No Internal Regret via Neighborhood Watch
We present an algorithm which attains O(\sqrt{T}) internal (and thus external) regret for finite games with partial monitoring under the local observability condition. Recently, this condition has been shown by (Bartok, Pal, and Szepesvari, 2011) to imply the O(\sqrt{T}) rate for partial monitoring games against an i.i.d. opponent, and the authors conjectured that the same holds for non-stochastic adversaries. Our result is in the affirmative, and it completes the characterization of possible rates for finite partial-monitoring games, an open question stated by (Cesa-Bianchi, Lugosi, and Stoltz, 2006).

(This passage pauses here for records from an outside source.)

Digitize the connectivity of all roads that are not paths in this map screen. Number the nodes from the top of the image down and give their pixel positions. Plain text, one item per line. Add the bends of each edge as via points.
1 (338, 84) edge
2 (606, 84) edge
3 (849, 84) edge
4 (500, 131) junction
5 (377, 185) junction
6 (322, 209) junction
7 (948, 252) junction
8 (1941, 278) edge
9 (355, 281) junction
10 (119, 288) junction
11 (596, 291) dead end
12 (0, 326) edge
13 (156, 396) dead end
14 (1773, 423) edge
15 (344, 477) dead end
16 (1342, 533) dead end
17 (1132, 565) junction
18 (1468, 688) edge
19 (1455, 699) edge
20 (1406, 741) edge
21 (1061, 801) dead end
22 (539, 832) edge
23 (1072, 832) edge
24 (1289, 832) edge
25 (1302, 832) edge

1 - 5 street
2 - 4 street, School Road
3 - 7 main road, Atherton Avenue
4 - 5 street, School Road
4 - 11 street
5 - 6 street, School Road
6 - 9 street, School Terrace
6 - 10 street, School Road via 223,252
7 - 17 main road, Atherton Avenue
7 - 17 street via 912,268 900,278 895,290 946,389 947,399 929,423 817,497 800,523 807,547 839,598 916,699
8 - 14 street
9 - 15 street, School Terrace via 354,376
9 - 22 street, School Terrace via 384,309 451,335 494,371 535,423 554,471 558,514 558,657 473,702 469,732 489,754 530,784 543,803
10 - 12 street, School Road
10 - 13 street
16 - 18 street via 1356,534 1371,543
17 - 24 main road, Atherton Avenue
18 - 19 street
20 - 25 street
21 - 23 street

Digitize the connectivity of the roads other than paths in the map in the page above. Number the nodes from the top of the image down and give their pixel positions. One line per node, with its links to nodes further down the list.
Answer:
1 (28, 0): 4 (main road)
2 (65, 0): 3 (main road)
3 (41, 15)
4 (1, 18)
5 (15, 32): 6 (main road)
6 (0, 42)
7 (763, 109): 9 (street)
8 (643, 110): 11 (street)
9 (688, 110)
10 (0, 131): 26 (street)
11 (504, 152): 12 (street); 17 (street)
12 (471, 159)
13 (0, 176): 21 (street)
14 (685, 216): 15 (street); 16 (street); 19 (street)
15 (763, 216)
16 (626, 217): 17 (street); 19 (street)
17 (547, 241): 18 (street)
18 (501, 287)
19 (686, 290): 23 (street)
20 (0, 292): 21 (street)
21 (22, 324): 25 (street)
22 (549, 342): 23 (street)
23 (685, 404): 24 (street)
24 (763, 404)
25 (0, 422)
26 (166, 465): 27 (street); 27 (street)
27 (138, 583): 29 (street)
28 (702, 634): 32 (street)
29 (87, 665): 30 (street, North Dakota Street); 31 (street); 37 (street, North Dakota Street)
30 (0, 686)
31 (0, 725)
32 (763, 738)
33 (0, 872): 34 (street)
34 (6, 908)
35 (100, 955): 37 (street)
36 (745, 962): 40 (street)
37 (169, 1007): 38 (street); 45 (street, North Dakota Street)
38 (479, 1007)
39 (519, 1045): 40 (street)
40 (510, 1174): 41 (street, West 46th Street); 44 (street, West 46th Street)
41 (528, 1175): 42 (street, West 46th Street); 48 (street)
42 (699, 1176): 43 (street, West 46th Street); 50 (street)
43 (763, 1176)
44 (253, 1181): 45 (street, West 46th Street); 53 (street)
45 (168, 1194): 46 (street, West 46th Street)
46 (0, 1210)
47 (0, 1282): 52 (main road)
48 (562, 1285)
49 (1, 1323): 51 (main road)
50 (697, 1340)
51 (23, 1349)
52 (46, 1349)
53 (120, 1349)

Our regret guarantees also hold for the more general model of partial monitoring with random signals.
💡 Research Summary
The paper addresses a long‑standing open problem in the theory of partial‑monitoring games: achieving optimal regret rates against an adversarial (non‑stochastic) opponent. In a finite zero‑sum game the row player selects one of N actions, the column player selects one of M actions, and the row player observes only a signal from a known matrix H rather than the opponent’s action or the incurred loss L. The goal is to minimize both external regret (compared to the best fixed action in hindsight) and internal regret (compared to any unilateral deviation from one action to another).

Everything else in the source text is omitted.